Input types in Haskell

Question

I would like to ask question. I am biginner in Hakskell and I have some diffictulties with very simple program, which should tell me if divident % divider == 0.

I have this code:

f::Integer -> Integer -> Bool
f x y = if ((x `mod` y) == 0) then True
                              else False

main = do putStrLn "Set up dividend"
          x <- getLine
          putStrLn "Set Up divider"
          y <- getLine
          f read x::Int read y::Int

but when I want to run it, I've got an error:

 Couldn't match expected type `Int' with actual type `m0 b0'
    Expected type: m0 a0 -> m0 b0 -> Int
      Actual type: m0 a0 -> m0 b0 -> m0 b0
    In a stmt of a 'do' block: putStrLn "Set up dividend"
    In the expression:
        do { putStrLn "Set up dividend";
             x <- getLine;
             putStrLn "Set Up divider";
             y <- getLine;
             .... } ::
          Int

and I have really no idea, what is wrong.
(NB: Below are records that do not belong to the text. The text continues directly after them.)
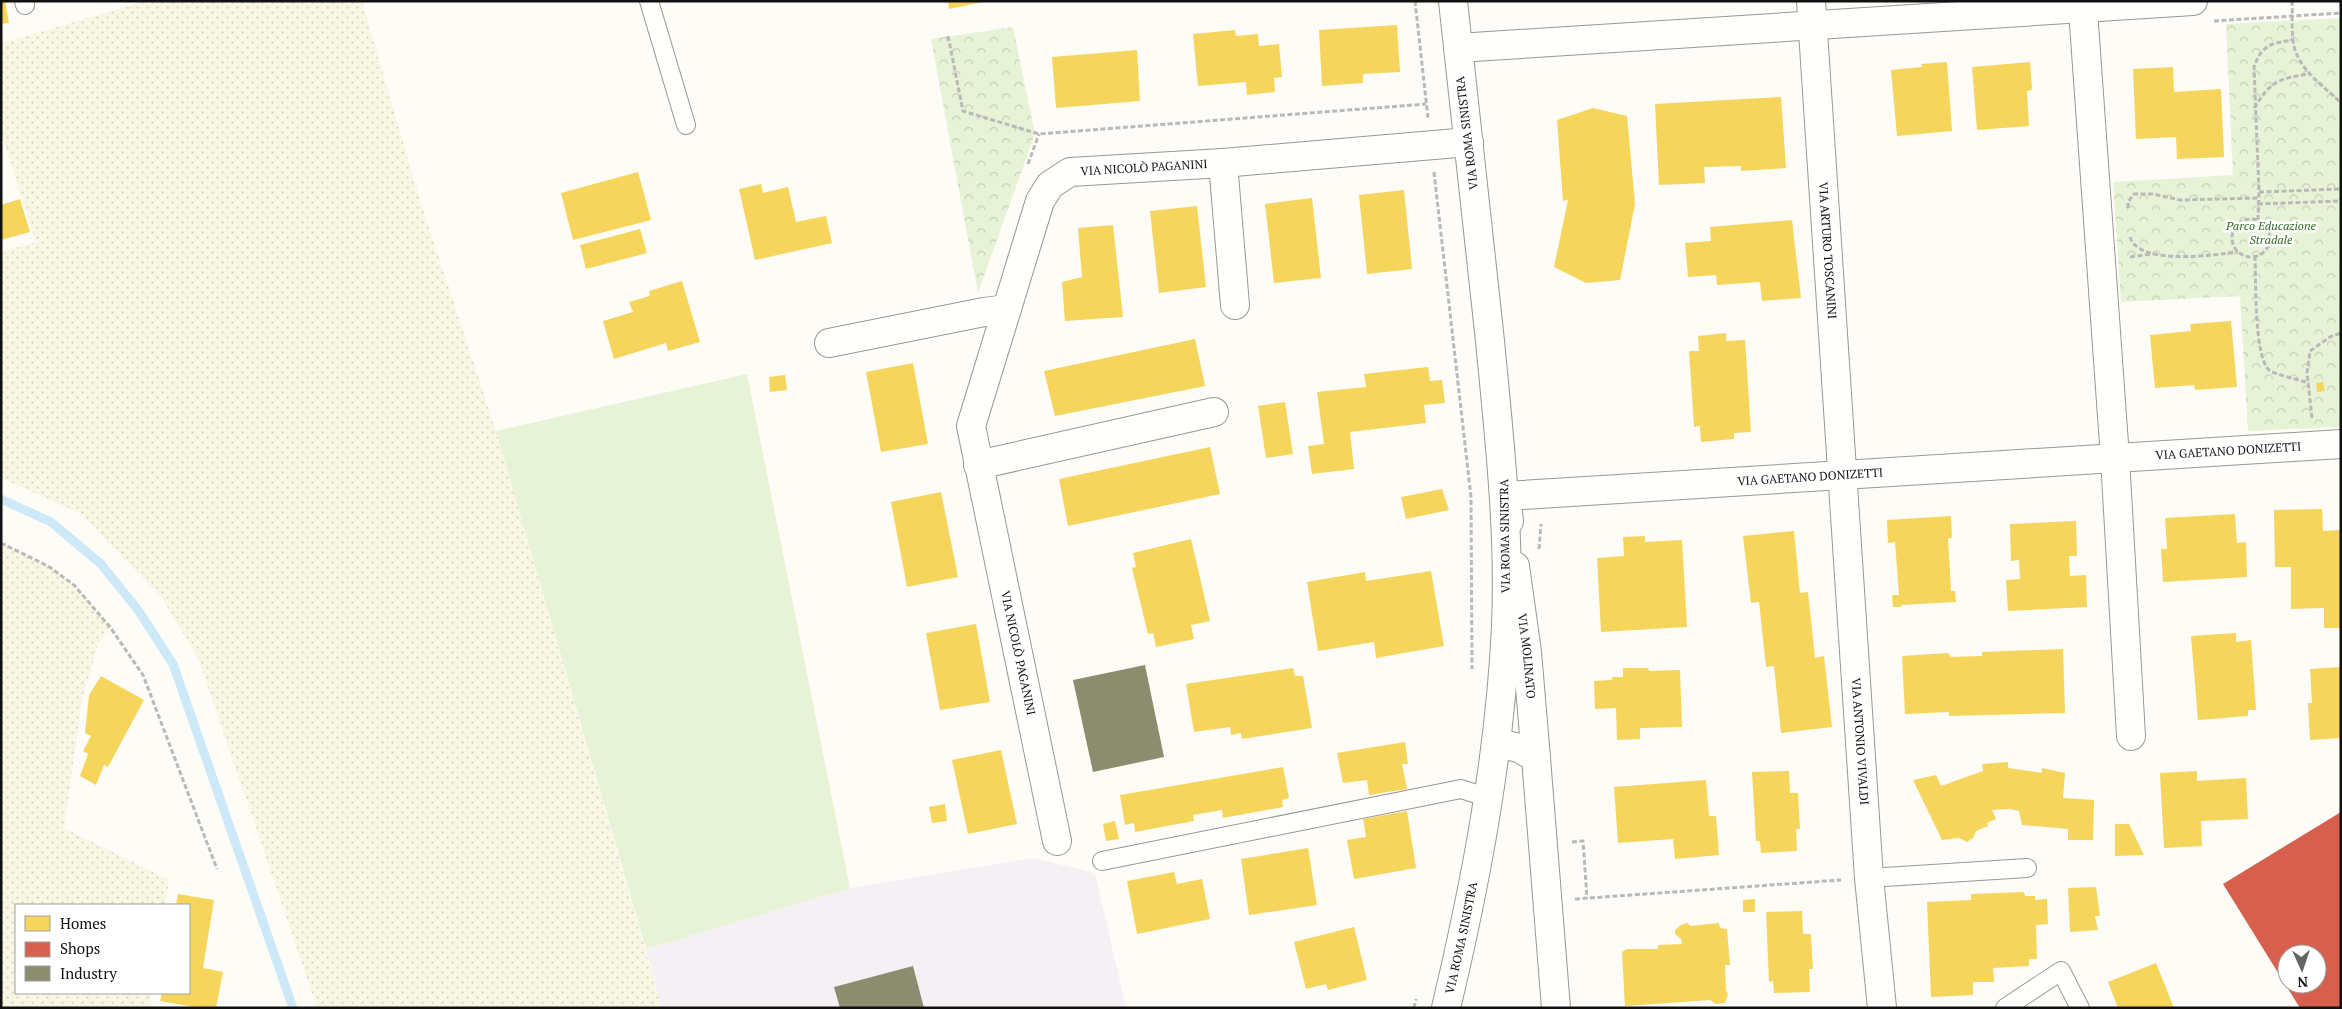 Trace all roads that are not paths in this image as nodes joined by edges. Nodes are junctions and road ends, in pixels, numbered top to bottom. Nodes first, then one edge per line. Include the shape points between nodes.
1 (649, 1) edge
2 (1453, 1) edge
3 (2193, 1) edge
4 (2083, 10) junction
5 (1812, 13) edge
6 (1458, 48) junction
7 (686, 125) dead end
8 (1469, 142) junction
9 (1223, 163) junction
10 (1235, 305) dead end
11 (1006, 309) junction
12 (828, 343) dead end
13 (1214, 412) dead end
14 (2328, 445) edge
15 (2115, 458) junction
16 (978, 465) junction
17 (1842, 476) junction
18 (1506, 496) junction
19 (2131, 736) dead end
20 (1497, 743) junction
21 (1536, 758) junction
22 (1489, 798) junction
23 (1057, 841) dead end
24 (1102, 861) dead end
25 (2027, 868) dead end
26 (1869, 878) junction
27 (1446, 1008) edge
28 (1556, 1008) edge
29 (1882, 1008) edge
30 (2005, 1008) edge
31 (2080, 1008) edge

1 - 7 lane
2 - 6 street, VIA ROMA SINISTRA
3 - 4 street
4 - 5 street
4 - 15 street
5 - 6 street
5 - 17 street, VIA ARTURO TOSCANINI
6 - 8 street, VIA ROMA SINISTRA
8 - 9 street, VIA NICOLÒ PAGANINI
8 - 18 street, VIA ROMA SINISTRA
9 - 10 street, VIA NICOLÒ PAGANINI
9 - 11 street, VIA NICOLÒ PAGANINI via 1070,172 1050,185 1040,201
11 - 12 street
11 - 16 street, VIA NICOLÒ PAGANINI via 971,426
13 - 16 street
14 - 15 street, VIA GAETANO DONIZETTI
15 - 17 street, VIA GAETANO DONIZETTI
15 - 19 street
16 - 23 street, VIA NICOLÒ PAGANINI
17 - 18 street, VIA GAETANO DONIZETTI
17 - 26 street, VIA ANTONIO VIVALDI
18 - 20 street, VIA ROMA SINISTRA via 1506,623
18 - 21 street, VIA MOLINATO via 1527,652
20 - 21 street via 1519,748
20 - 22 street, VIA ROMA SINISTRA
21 - 28 street, VIA MOLINATO
22 - 24 lane via 1461,789
22 - 27 street, VIA ROMA SINISTRA via 1465,928
25 - 26 lane
26 - 29 street, VIA ANTONIO VIVALDI
30 - 31 lane via 2061,971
I've also tried f x y (not f read x::Int .....) without any results. I must do something wrong. I know there are many topics about this problem, but nothing helped me. I am missing something.

Answer 1

f read x::Int read y::Int

This applies the function f to the arguments read, x, read and y. It's also saying that the result of f read y should be an Int and that result of the whole thing should be an Int as well. That's obviously not what you want. What you want is to apply f to the results of read x and read y, so you need parentheses around those.

Another problem is that f takes Integers as arguments, but you're telling read to give you Ints. You can fix that by changing Int to Integer or you can remove the type annotations altogether as they can be inferred. You could also change the type of f to accept any type of Integral, so that it works with both Int and Integer.

Lastly the type of main needs to be IO (), but your definition evaluates to a Bool. Maybe you want to print the Bool?

The combination of getLine and read can be simplified to readLine by the way.

So you could do:

main = do putStrLn "Set up dividend"
          x <- readLine
          putStrLn "Set Up divider"
          y <- readLine
          print $ f x y

Answer 2

The problem is in your final line:

f read x::Int read y::Int

This code is basically saying f read x read y, which is of type Int and where f read x is also of type Int. You have to add parentheses so that f is applied properly and that the type annotations are used on the correct terms. You get:

f ((read x) :: Int) ((read y) :: Int)
-- or with fewer parentheses, but meaning the same thing:
f (read x :: Int) (read y :: Int)

Also the if-statement in your definition of f is unnecessary, why not use:

f x y = (x `mod` y) == 0

Answer 3

On a first glance you need to use f (read x::Int) (read y::Int) because in your case you are passing functions to you f. I suggest you to take a look at Learn you Haskell for gread good, the input/output chapter in detail. It is one of the best, newbie friendly ressources out there as far as I know.